» Stored dataset items:
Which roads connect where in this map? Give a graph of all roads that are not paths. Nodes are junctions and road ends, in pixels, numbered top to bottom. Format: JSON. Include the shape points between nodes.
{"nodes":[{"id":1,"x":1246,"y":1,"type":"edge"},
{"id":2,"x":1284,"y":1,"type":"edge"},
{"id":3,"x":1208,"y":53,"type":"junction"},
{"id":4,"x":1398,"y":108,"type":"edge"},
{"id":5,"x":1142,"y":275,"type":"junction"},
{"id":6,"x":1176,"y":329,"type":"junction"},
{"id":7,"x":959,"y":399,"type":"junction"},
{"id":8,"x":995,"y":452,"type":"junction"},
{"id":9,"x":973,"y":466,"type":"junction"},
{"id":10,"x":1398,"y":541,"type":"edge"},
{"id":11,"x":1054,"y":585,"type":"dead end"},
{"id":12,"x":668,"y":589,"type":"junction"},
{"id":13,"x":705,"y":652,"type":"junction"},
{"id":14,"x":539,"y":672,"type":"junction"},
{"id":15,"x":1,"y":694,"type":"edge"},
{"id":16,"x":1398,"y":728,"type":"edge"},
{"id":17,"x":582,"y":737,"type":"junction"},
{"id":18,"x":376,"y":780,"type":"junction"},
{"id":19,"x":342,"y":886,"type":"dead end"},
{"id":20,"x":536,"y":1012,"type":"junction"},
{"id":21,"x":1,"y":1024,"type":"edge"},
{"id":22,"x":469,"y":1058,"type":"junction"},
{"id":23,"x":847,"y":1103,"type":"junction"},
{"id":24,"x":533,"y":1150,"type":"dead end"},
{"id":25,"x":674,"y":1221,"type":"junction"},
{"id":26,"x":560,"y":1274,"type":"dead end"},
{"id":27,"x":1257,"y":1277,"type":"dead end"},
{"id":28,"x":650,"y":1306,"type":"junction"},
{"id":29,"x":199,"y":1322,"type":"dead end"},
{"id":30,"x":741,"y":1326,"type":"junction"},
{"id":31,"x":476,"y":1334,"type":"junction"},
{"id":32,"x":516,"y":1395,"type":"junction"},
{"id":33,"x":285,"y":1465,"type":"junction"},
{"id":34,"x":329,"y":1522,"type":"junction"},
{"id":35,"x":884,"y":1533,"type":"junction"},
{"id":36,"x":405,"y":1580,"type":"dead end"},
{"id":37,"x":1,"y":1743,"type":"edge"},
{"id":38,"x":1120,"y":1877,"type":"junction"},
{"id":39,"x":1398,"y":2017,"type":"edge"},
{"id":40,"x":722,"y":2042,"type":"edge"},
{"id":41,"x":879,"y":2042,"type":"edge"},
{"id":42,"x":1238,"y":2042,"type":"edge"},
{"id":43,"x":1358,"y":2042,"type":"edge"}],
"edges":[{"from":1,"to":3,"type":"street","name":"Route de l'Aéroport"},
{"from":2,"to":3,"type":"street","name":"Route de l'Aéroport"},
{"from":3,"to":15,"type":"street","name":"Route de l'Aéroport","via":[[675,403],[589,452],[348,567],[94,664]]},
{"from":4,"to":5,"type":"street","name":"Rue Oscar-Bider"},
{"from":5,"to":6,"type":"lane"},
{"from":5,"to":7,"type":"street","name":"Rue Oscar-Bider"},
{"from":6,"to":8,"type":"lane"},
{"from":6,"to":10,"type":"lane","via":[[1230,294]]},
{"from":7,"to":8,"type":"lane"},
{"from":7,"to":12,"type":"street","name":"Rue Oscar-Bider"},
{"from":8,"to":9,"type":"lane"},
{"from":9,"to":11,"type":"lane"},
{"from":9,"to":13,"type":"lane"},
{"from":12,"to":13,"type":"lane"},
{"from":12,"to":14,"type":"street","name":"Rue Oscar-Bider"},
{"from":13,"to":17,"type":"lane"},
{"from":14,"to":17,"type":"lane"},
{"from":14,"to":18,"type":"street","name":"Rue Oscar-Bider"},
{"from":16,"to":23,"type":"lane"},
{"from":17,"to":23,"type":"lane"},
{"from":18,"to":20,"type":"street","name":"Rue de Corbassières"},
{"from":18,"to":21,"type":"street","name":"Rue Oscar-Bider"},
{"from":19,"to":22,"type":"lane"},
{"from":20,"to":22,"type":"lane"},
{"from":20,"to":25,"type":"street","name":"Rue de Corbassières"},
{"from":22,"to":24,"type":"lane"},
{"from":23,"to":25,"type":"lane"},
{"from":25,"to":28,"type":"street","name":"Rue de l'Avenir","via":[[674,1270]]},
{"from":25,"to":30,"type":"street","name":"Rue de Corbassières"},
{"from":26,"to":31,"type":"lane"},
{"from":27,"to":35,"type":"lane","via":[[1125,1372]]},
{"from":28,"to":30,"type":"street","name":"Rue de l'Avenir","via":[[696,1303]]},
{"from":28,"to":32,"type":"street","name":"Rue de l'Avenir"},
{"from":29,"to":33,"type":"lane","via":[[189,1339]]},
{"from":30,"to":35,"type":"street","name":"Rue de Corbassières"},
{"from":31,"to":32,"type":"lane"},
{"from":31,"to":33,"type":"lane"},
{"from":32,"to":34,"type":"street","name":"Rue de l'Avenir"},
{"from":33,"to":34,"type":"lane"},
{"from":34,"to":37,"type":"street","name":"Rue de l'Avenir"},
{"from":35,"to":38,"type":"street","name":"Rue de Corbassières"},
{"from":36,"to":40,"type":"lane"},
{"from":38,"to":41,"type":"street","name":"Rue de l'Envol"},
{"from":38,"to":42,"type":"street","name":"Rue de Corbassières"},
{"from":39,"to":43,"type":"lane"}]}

» THE TASK: Show all lines in the records above that hold "Avenir".

» WRITTEN SOLUTION:
{"from":25,"to":28,"type":"street","name":"Rue de l'Avenir","via":[[674,1270]]},
{"from":28,"to":30,"type":"street","name":"Rue de l'Avenir","via":[[696,1303]]},
{"from":28,"to":32,"type":"street","name":"Rue de l'Avenir"},
{"from":32,"to":34,"type":"street","name":"Rue de l'Avenir"},
{"from":34,"to":37,"type":"street","name":"Rue de l'Avenir"},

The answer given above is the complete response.